Cattail caterpillars (Acronicta insularis) were first described by Gottlieb August Wilhelm Herrich-Schäffer in 1868.1 The adult moth, which is also called Henry’s marsh moth, is pale brown and may or may not have dark brown markings between the wing veins. The moth’s thorax is white to ivory and covered with soft hairs. The caterpillar or larva is multi-colored with a basic white body that appears more as white stripes because of the broad black dorsal stripe, mottled black-and-white lateral stripe, and bright orange bumps containing bunches of hair which form a band around middle of each abdominal segment.2
The Cattail Caterpillar typically feeds on cattail, smartweed, grasses, poplar, and willow. Its usual habitat includes marsh borders, wooded riverbanks, and generally any damp area where larval host plants grow.

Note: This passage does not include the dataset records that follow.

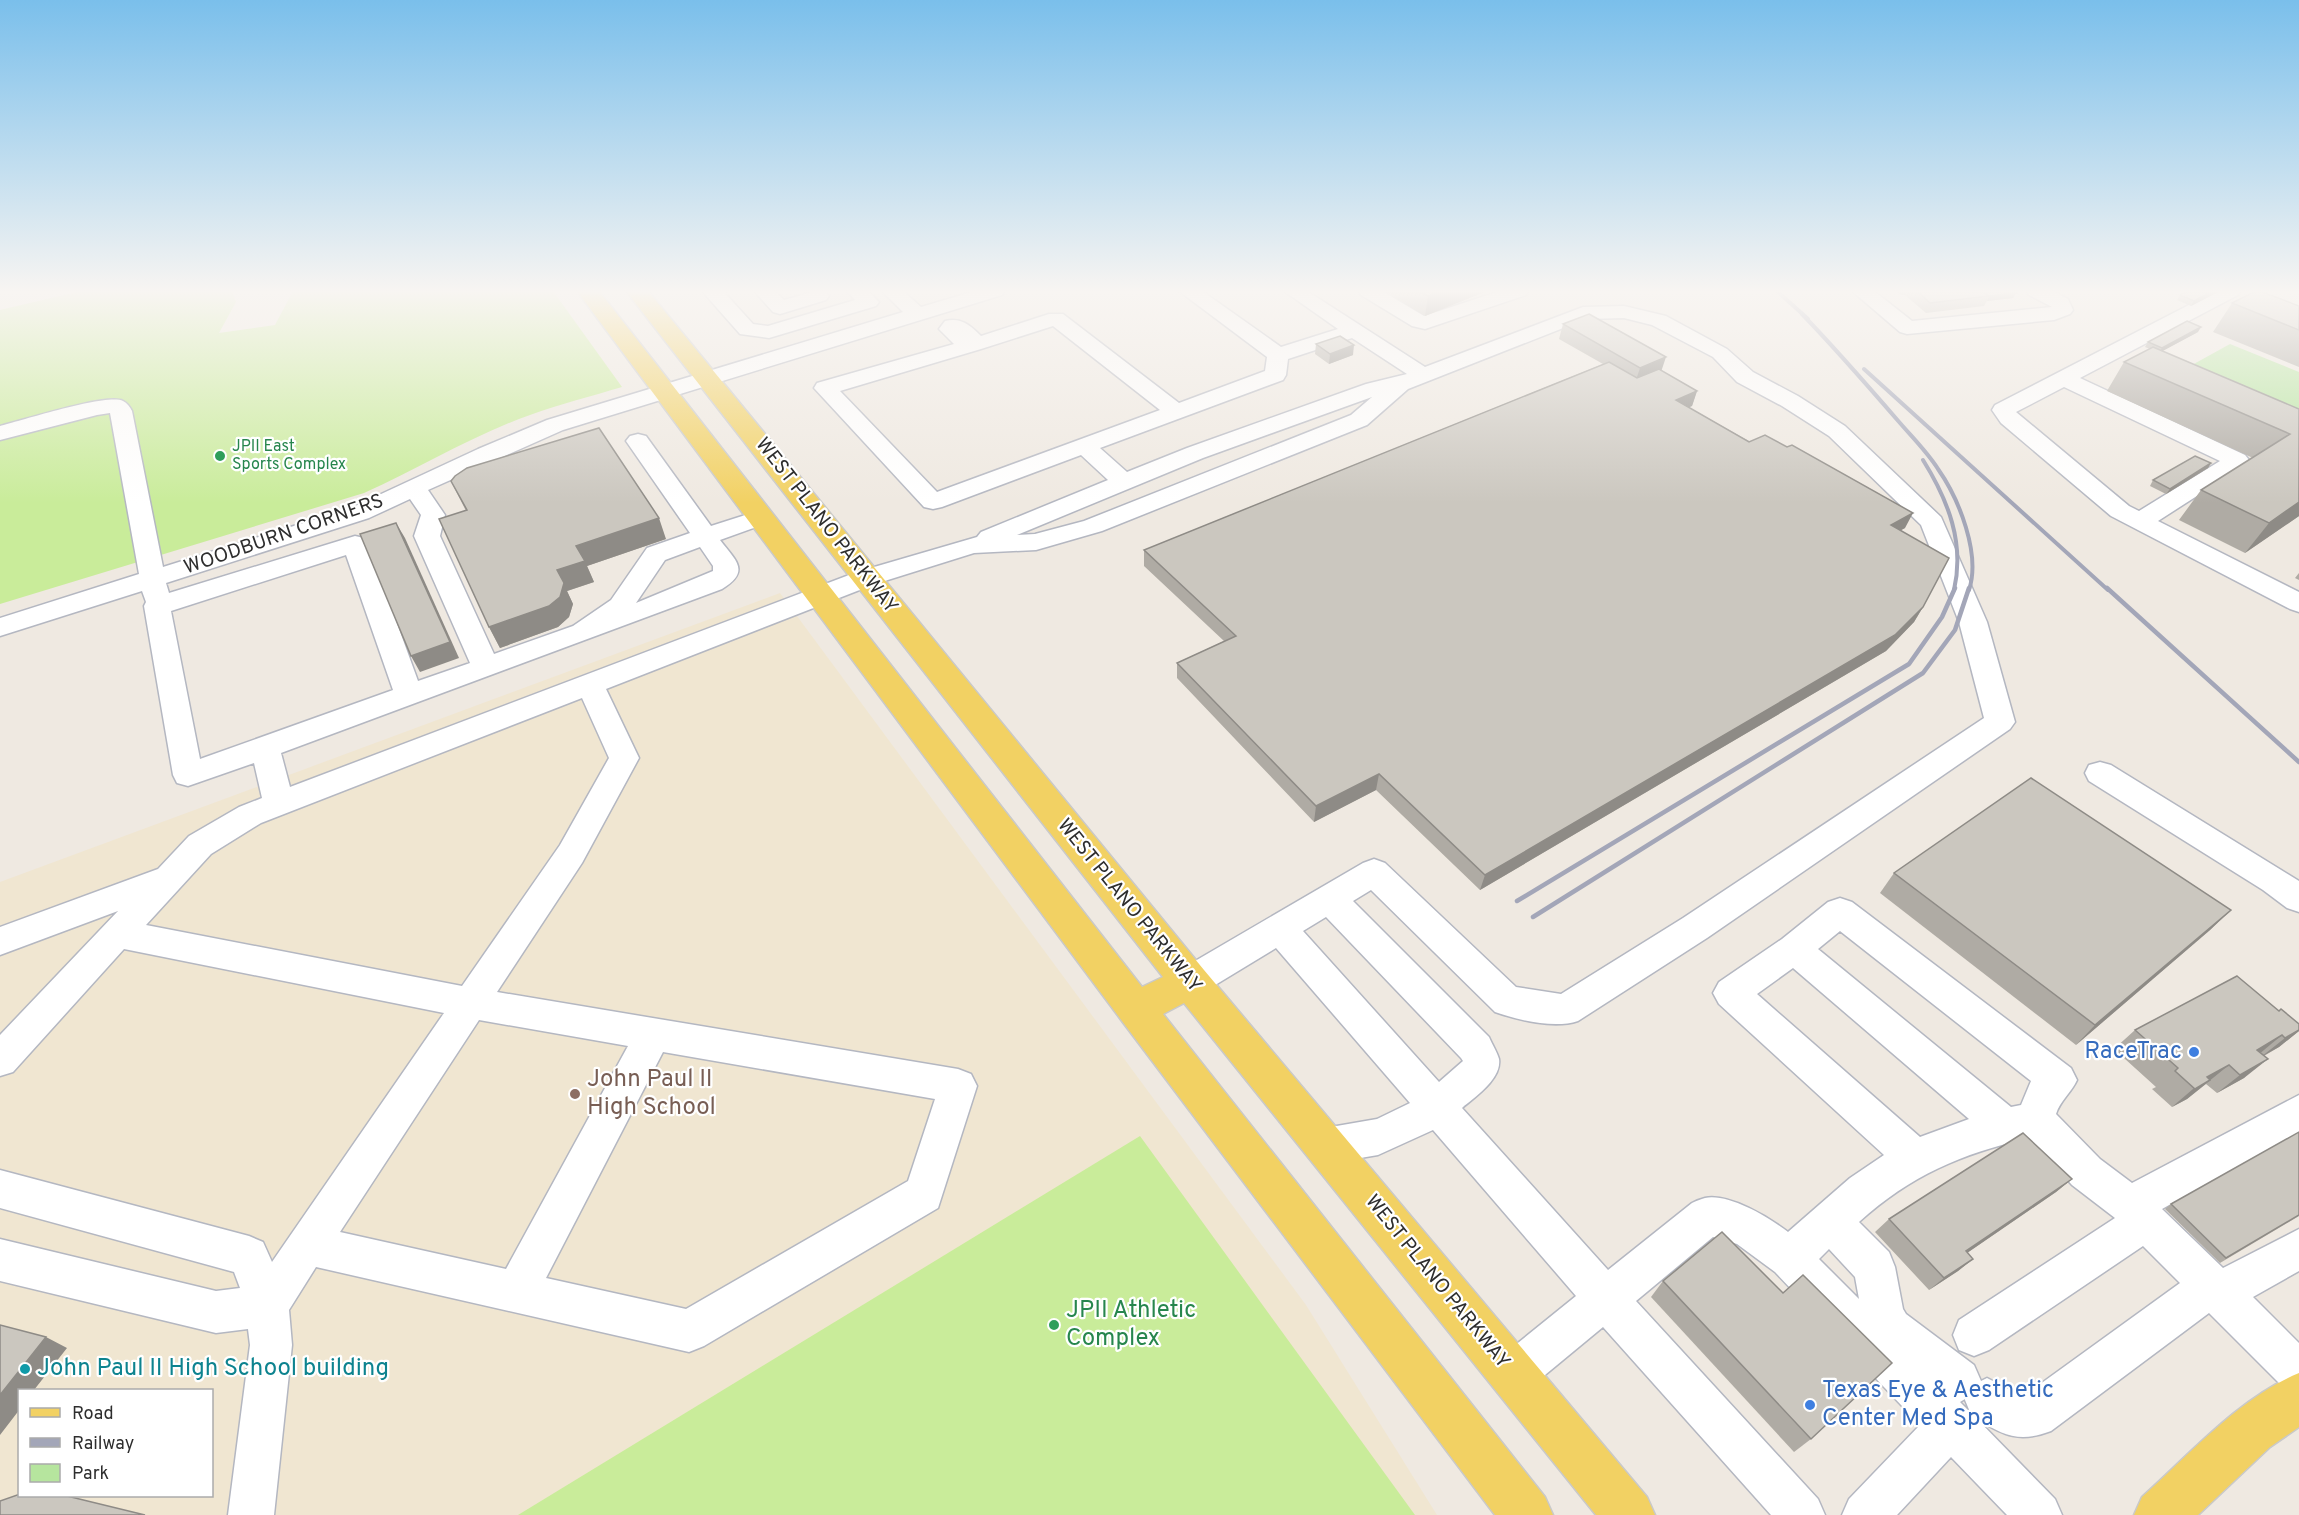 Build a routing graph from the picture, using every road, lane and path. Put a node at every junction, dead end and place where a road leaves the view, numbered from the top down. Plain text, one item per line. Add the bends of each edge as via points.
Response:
1 (641, 362) edge
2 (695, 362) edge
3 (765, 362) edge
4 (916, 362) edge
5 (1112, 362) edge
6 (1277, 362) edge
7 (1391, 362) edge
8 (1459, 362) edge
9 (1729, 362) edge
10 (2096, 362) edge
11 (2062, 378) junction
12 (709, 379) junction
13 (1412, 380) junction
14 (664, 392) junction
15 (1177, 412) junction
16 (0, 433) edge
17 (638, 441) dead end
18 (1084, 446) junction
19 (1124, 482) junction
20 (415, 488) junction
21 (761, 517) junction
22 (2140, 521) junction
23 (705, 537) junction
24 (972, 545) junction
25 (866, 578) junction
26 (152, 579) junction
27 (822, 595) junction
28 (2299, 603) edge
29 (157, 606) junction
30 (0, 627) edge
31 (583, 632) junction
32 (486, 667) junction
33 (590, 684) junction
34 (409, 695) junction
35 (266, 747) junction
36 (2100, 773) dead end
37 (279, 804) junction
38 (169, 878) junction
39 (1329, 898) junction
40 (2299, 899) edge
41 (1279, 928) junction
42 (118, 934) junction
43 (0, 940) edge
44 (1794, 949) junction
45 (1190, 982) junction
46 (471, 1003) junction
47 (1136, 1009) junction
48 (653, 1034) junction
49 (0, 1060) edge
50 (1436, 1108) junction
51 (2299, 1112) edge
52 (2020, 1123) junction
53 (1325, 1146) junction
54 (1917, 1159) junction
55 (0, 1189) edge
56 (2138, 1213) junction
57 (1831, 1222) junction
58 (307, 1245) junction
59 (2299, 1249) edge
60 (1790, 1258) junction
61 (0, 1260) edge
62 (2215, 1289) junction
63 (516, 1293) junction
64 (1606, 1299) junction
65 (267, 1305) junction
66 (1974, 1335) dead end
67 (2299, 1373) edge
68 (1513, 1374) junction
69 (2299, 1397) edge
70 (1951, 1425) junction
71 (251, 1515) edge
72 (1527, 1515) edge
73 (1629, 1515) edge
74 (1802, 1515) edge
75 (1865, 1515) edge
76 (2039, 1515) edge
77 (2160, 1515) edge

1 - 14 main road
2 - 12 main road, WEST PLANO PARKWAY
3 - 12 street, WOODBURN CORNERS
4 - 18 street via 825,388 933,501
5 - 15 street
6 - 15 street via 1275,375
7 - 13 street
8 - 13 street
9 - 39 street via 1745,377 1837,431 1932,522 1973,622 2000,722 1695,928 1565,1010 1507,1001 1374,872
10 - 11 street
11 - 22 street via 2005,407 2004,413 2114,506
11 - 22 street via 2237,460
12 - 14 street, WOODBURN CORNERS
12 - 25 main road, WEST PLANO PARKWAY
13 - 19 street via 1374,388
13 - 24 street via 1359,420 1093,526 1036,542
14 - 20 street, WOODBURN CORNERS via 532,433
14 - 21 main road
15 - 18 street
16 - 26 street via 117,406
17 - 23 street
18 - 19 street
19 - 24 street
20 - 26 street, WOODBURN CORNERS via 360,513
20 - 32 street via 432,515 428,536
21 - 23 street
21 - 27 main road
22 - 28 street
23 - 31 street via 656,554 620,606
23 - 31 street via 726,566 726,575
24 - 25 street
25 - 27 street
25 - 45 main road, WEST PLANO PARKWAY
26 - 29 street
26 - 30 street, WOODBURN CORNERS
27 - 33 street
27 - 47 main road
29 - 34 street via 355,544
29 - 35 street via 188,775
31 - 32 street
32 - 34 street
33 - 37 street
33 - 46 street via 624,758 572,854
34 - 35 street
35 - 37 street
36 - 40 street
37 - 38 street via 250,815 200,845
38 - 42 street
38 - 43 street
39 - 41 street
39 - 50 street via 1476,1048 1481,1061 1478,1071
41 - 45 street
41 - 50 street
42 - 46 street
42 - 49 street
44 - 52 street
44 - 52 street via 1840,912 2058,1080
44 - 54 street via 1731,993
45 - 47 main road
45 - 53 main road, WEST PLANO PARKWAY
46 - 48 street
46 - 58 street
47 - 72 main road
48 - 63 street
48 - 63 street via 958,1086 924,1194 689,1331
50 - 53 street via 1378,1137
50 - 64 street
51 - 56 street
52 - 54 street via 1985,1130
52 - 56 street
53 - 68 main road, WEST PLANO PARKWAY
54 - 57 street via 1877,1182
55 - 65 street via 249,1257
56 - 62 street
56 - 66 street
57 - 60 street
57 - 62 street via 1874,1267 1883,1318 1891,1329 2011,1415 2035,1415
58 - 63 street
58 - 65 street
59 - 62 street
60 - 64 street via 1736,1222 1706,1217
60 - 70 street
61 - 65 street via 216,1312
62 - 67 street
64 - 68 street
64 - 74 street
65 - 71 street via 271,1345
68 - 73 main road, WEST PLANO PARKWAY
69 - 77 main road via 2253,1430
70 - 75 street
70 - 76 street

Sorghum fields near water create the perfect habitat for cattail caterpillar populations to thrive. They can cause considerable leaf feeding and damage to the plant. Immature larvae feed on the leaf surface giving the leaf a windowpane appearance. Generally, larger larvae consume leaf tissue from the leaf edges giving the leaf a tattered appearance. They can, but rarely, feed in the whorl and cause large irregular holes in leaves as they unroll from the whorl which could cut the main vein and cause the entire leaf tip to die.
There is no established treatment threshold as the loss of leaf tissue is usually more cosmetic than yield reducing. Additionally, compared to headworms, cattail caterpillars do not feed on the sorghum head. If a field is surrounded by a marsh or river, the larvae may be found throughout the field compared to field edges. Natural parasitoid predators can help reduce larval populations. Should extreme damage be noted while scouting, a labeled insecticide could be considered.

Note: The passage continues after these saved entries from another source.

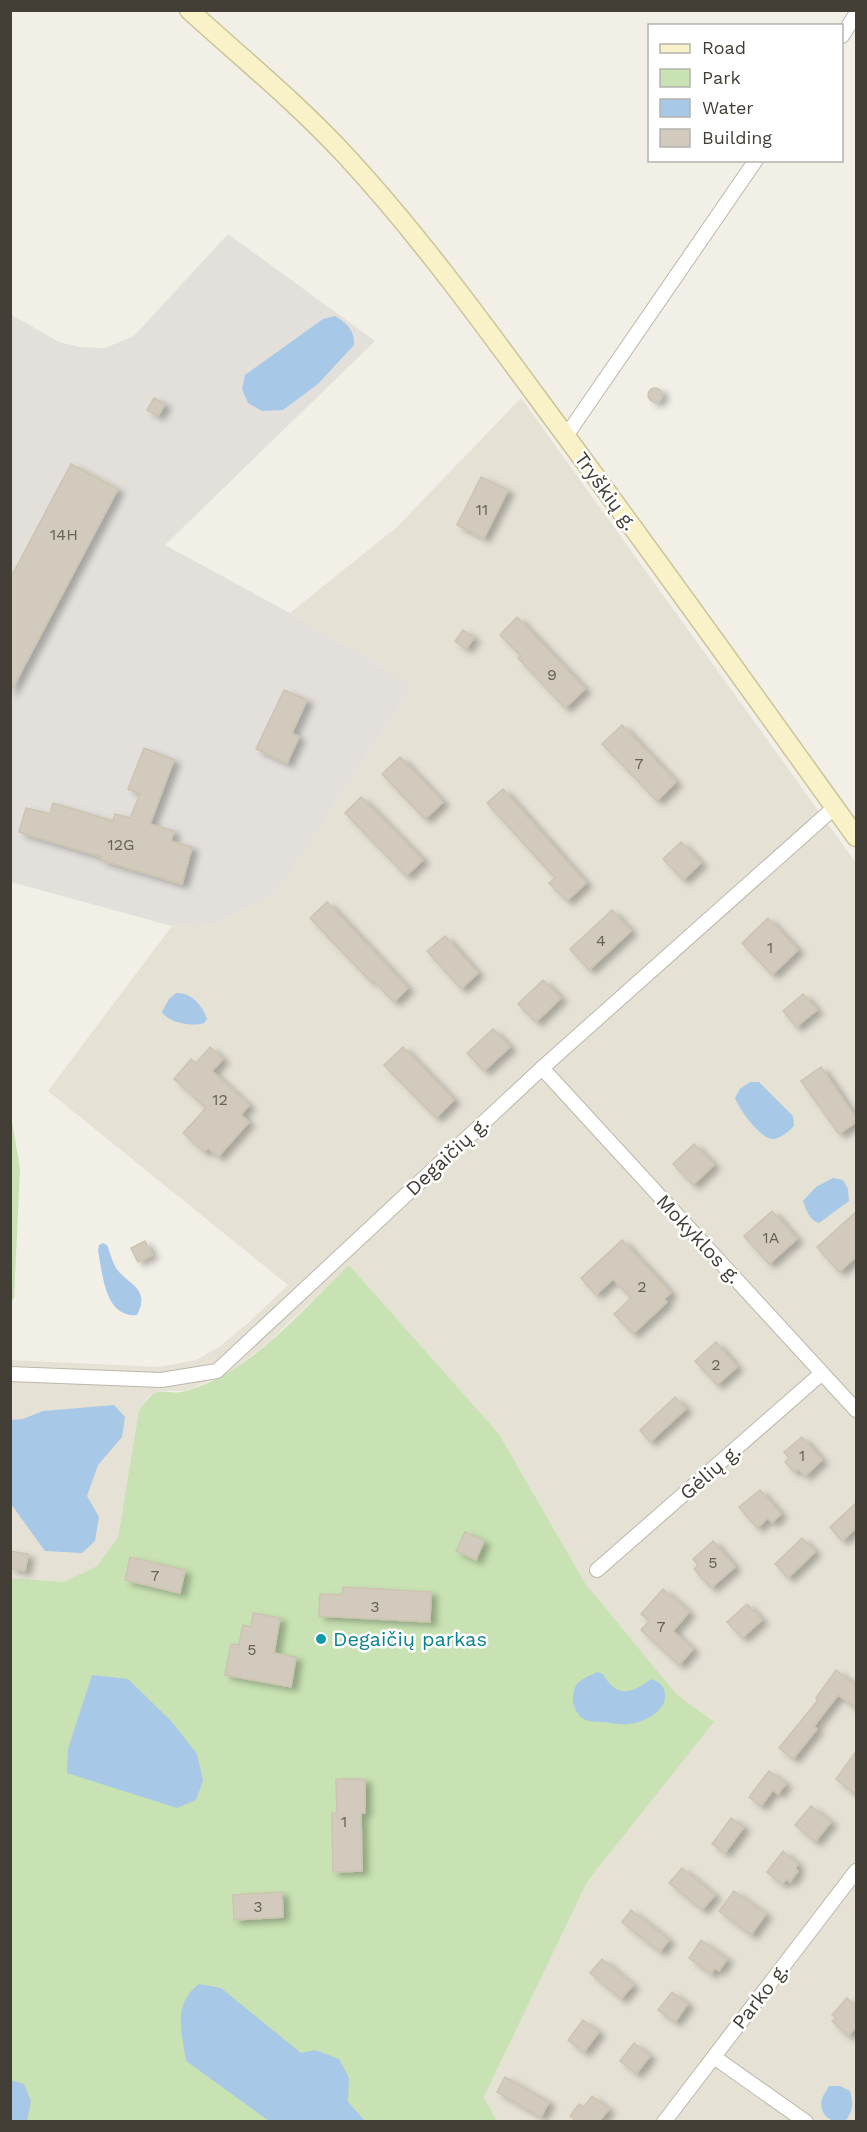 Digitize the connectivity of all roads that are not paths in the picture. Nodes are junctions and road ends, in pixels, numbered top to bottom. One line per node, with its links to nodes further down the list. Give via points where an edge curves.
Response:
1 (189, 10): 5 (main road, Tryškių g., via 345,154 473,311)
2 (856, 14): 3 (street)
3 (843, 34)
4 (755, 162): 5 (street)
5 (566, 436): 6 (main road, Tryškių g.)
6 (835, 807): 7 (main road, Tryškių g.); 8 (street, Degaičių g.)
7 (856, 837)
8 (542, 1068): 9 (street, Mokyklos g.); 10 (street, Degaičių g., via 217,1371 161,1380)
9 (822, 1373): 11 (street, Mokyklos g.); 12 (street, Gėlių g.)
10 (10, 1374)
11 (856, 1410)
12 (597, 1570)
13 (856, 1871): 14 (street, Parko g.)
14 (714, 2056): 15 (street, Parko g.); 16 (street)
15 (664, 2121)
16 (806, 2121)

1Acronicta insularis. 2021. Wikipedia. The Free Encylopedia.
2Balaban, J. and Balaban, J. 2005. Species Acronicta insularis - cattail caterpillar moth - Hodges#9280. BugGuide. https://bugguide.net/node/view/16761.
Varenhorst, A., Rozeboom, P., Anderson, E., and Wagner, P. 2020. An identification guide for sorghum insect pests in South Dakota. South Dakota State University Extension. https://extension.sdstate.edu/.
Lotts, K. and Naberhaus, T. 2021. Henry's Marsh Moth, Simyra insularis (Herrich-Schaffer, 1868). Butterflies and Moths of North America. https://www.butterfliesandmoths.org/.
Websites verified 6/30/21.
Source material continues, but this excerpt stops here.